Directions for this task » Line by line, print the records exactly, and keep images out of the copy.

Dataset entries
**********
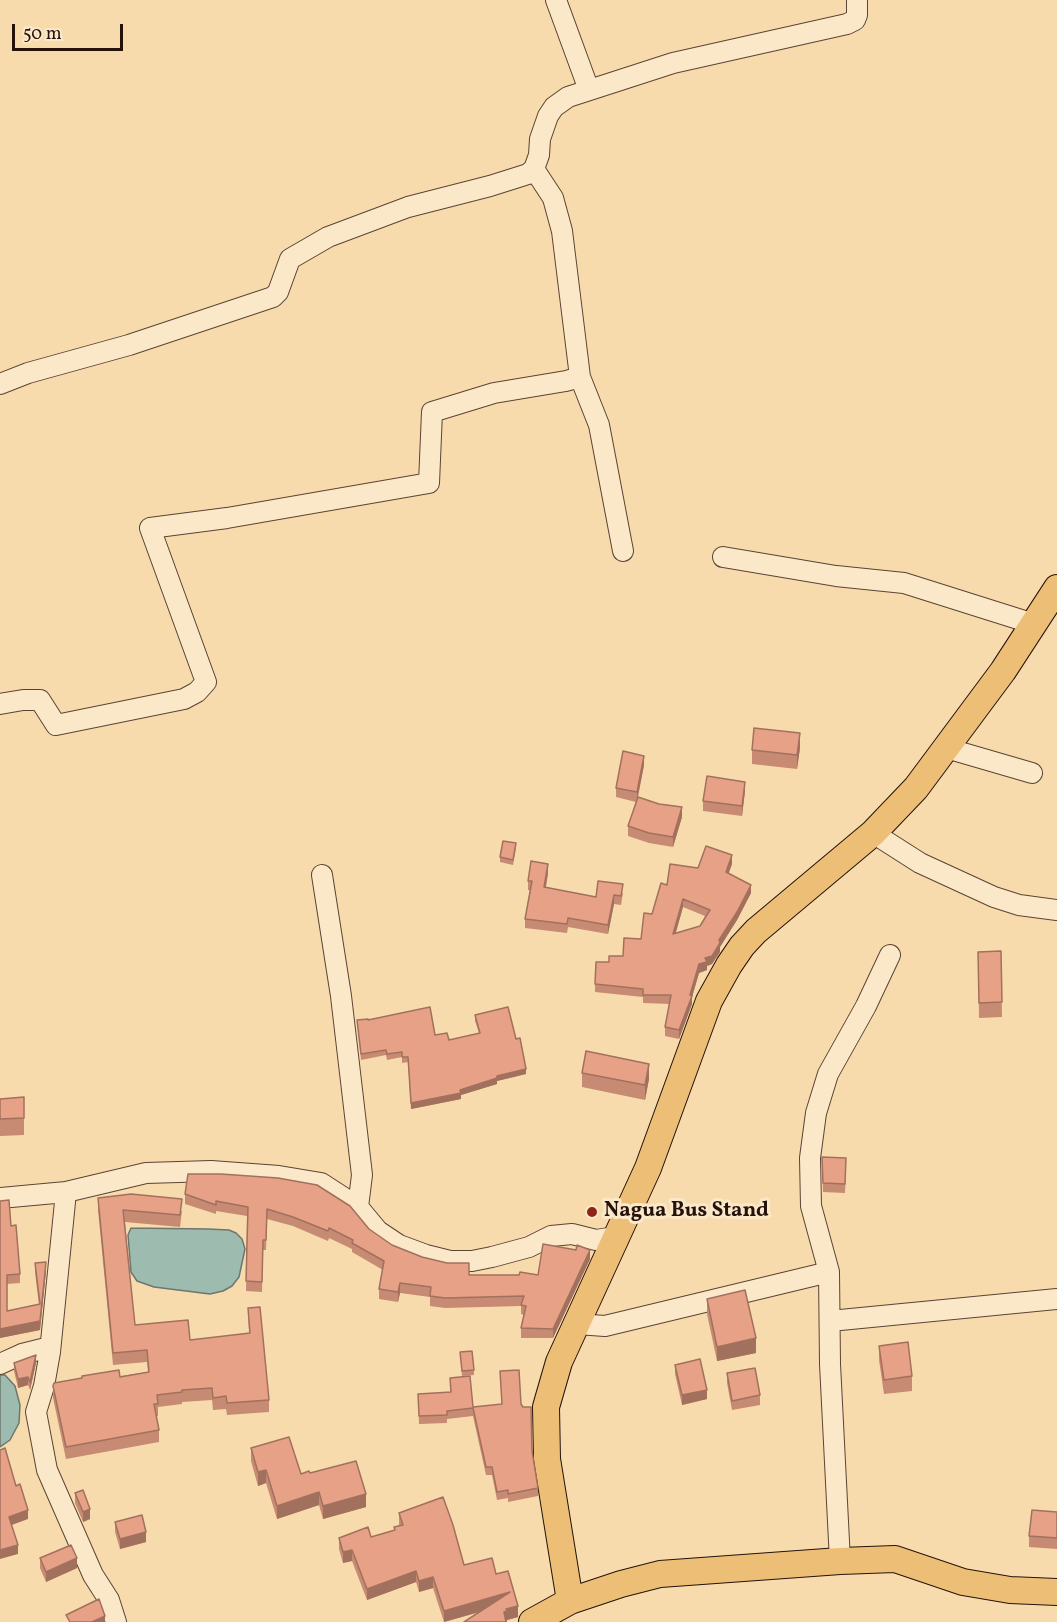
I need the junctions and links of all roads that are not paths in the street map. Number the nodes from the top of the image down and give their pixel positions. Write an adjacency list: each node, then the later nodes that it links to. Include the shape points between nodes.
1 (556, 0): 3 (street)
2 (857, 0): 3 (street, via 853,22 673,63)
3 (589, 90): 4 (street, via 554,107 540,138)
4 (534, 169): 5 (street, via 553,198 562,231); 6 (street, via 517,178 384,215 328,237 290,259 278,292 261,302)
5 (580, 377): 7 (street, via 598,425); 11 (street, via 494,393 432,412 429,483 150,528 206,682 184,699 56,725 40,700)
6 (0, 384)
7 (623, 551)
8 (723, 557): 10 (street, via 904,583)
9 (1057, 588): 10 (main road)
10 (1034, 624): 12 (main road)
11 (0, 704)
12 (946, 748): 13 (street); 14 (main road, via 916,788)
13 (1032, 773)
14 (873, 833): 16 (street, via 920,863 994,897); 21 (main road, via 756,931 729,965 709,1001 648,1168)
15 (322, 875): 20 (street, via 362,1175)
16 (1057, 910)
17 (890, 955): 22 (street, via 828,1074 816,1113 810,1158 811,1206)
18 (66, 1192): 19 (street); 20 (street, via 146,1173 211,1171 321,1183); 26 (street)
19 (0, 1197)
20 (358, 1207): 21 (street, via 378,1231 399,1245 450,1261 492,1257 551,1236 572,1234 596,1240)
21 (615, 1237): 25 (main road)
22 (829, 1272): 24 (street); 25 (street, via 605,1326)
23 (1057, 1299): 24 (street)
24 (830, 1321): 28 (street)
25 (577, 1324): 30 (main road, via 559,1362 546,1407 547,1458)
26 (50, 1347): 27 (street); 31 (street, via 36,1412 47,1470)
27 (0, 1364)
28 (840, 1561): 29 (main road, via 895,1559 963,1582); 30 (main road, via 660,1574 621,1584)
29 (1057, 1592)
30 (564, 1610): 32 (main road)
31 (116, 1622)
32 (532, 1622)

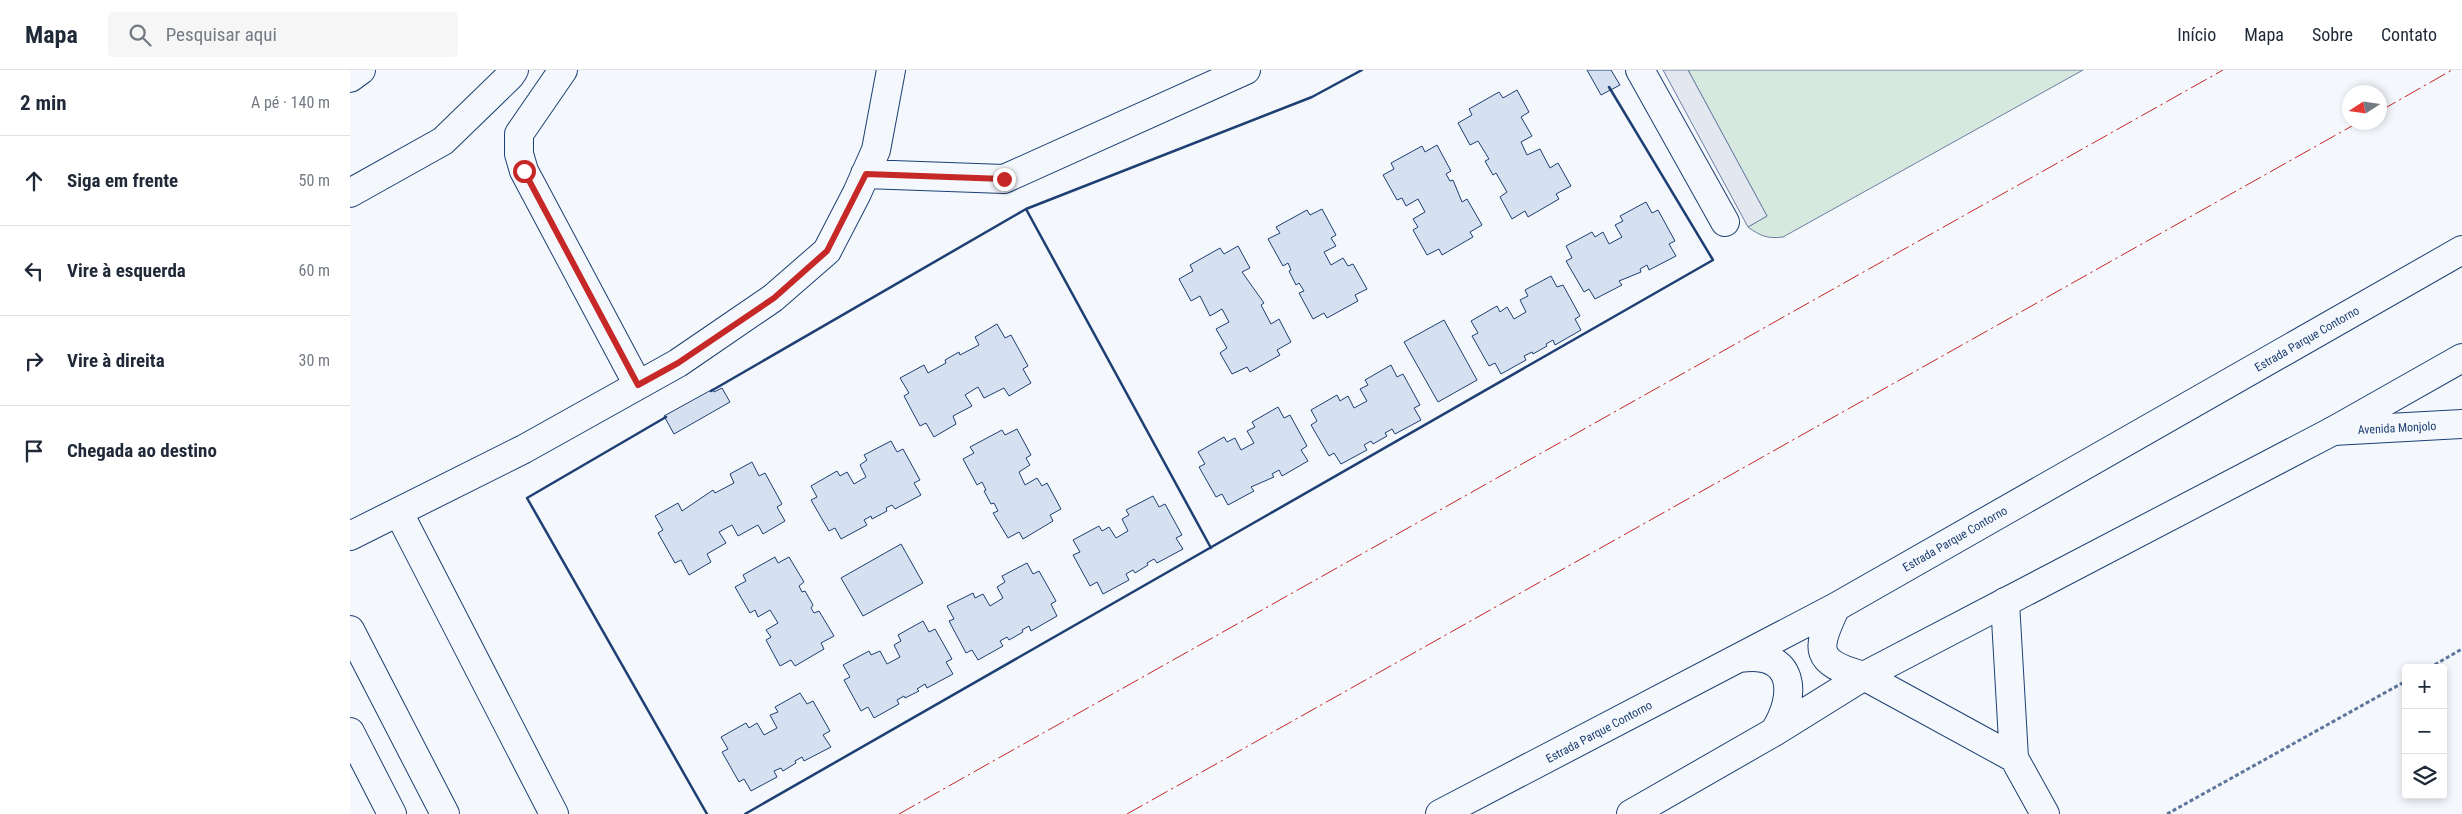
**********
Result »
I need the junctions and links of all roads that are not paths in the street map. Number the nodes from the top of the image down and give their pixel positions. Write an adjacency list: each node, then the later nodes that it links to. Include the shape points between nodes.
1 (556, 0): 3 (street)
2 (857, 0): 3 (street, via 853,22 673,63)
3 (589, 90): 4 (street, via 554,107 540,138)
4 (534, 169): 5 (street, via 553,198 562,231); 6 (street, via 517,178 384,215 328,237 290,259 278,292 261,302)
5 (580, 377): 7 (street, via 598,425); 11 (street, via 494,393 432,412 429,483 150,528 206,682 184,699 56,725 40,700)
6 (0, 384)
7 (623, 551)
8 (723, 557): 10 (street, via 904,583)
9 (1057, 588): 10 (main road)
10 (1034, 624): 12 (main road)
11 (0, 704)
12 (946, 748): 13 (street); 14 (main road, via 916,788)
13 (1032, 773)
14 (873, 833): 16 (street, via 920,863 994,897); 21 (main road, via 756,931 729,965 709,1001 648,1168)
15 (322, 875): 20 (street, via 362,1175)
16 (1057, 910)
17 (890, 955): 22 (street, via 828,1074 816,1113 810,1158 811,1206)
18 (66, 1192): 19 (street); 20 (street, via 146,1173 211,1171 321,1183); 26 (street)
19 (0, 1197)
20 (358, 1207): 21 (street, via 378,1231 399,1245 450,1261 492,1257 551,1236 572,1234 596,1240)
21 (615, 1237): 25 (main road)
22 (829, 1272): 24 (street); 25 (street, via 605,1326)
23 (1057, 1299): 24 (street)
24 (830, 1321): 28 (street)
25 (577, 1324): 30 (main road, via 559,1362 546,1407 547,1458)
26 (50, 1347): 27 (street); 31 (street, via 36,1412 47,1470)
27 (0, 1364)
28 (840, 1561): 29 (main road, via 895,1559 963,1582); 30 (main road, via 660,1574 621,1584)
29 (1057, 1592)
30 (564, 1610): 32 (main road)
31 (116, 1622)
32 (532, 1622)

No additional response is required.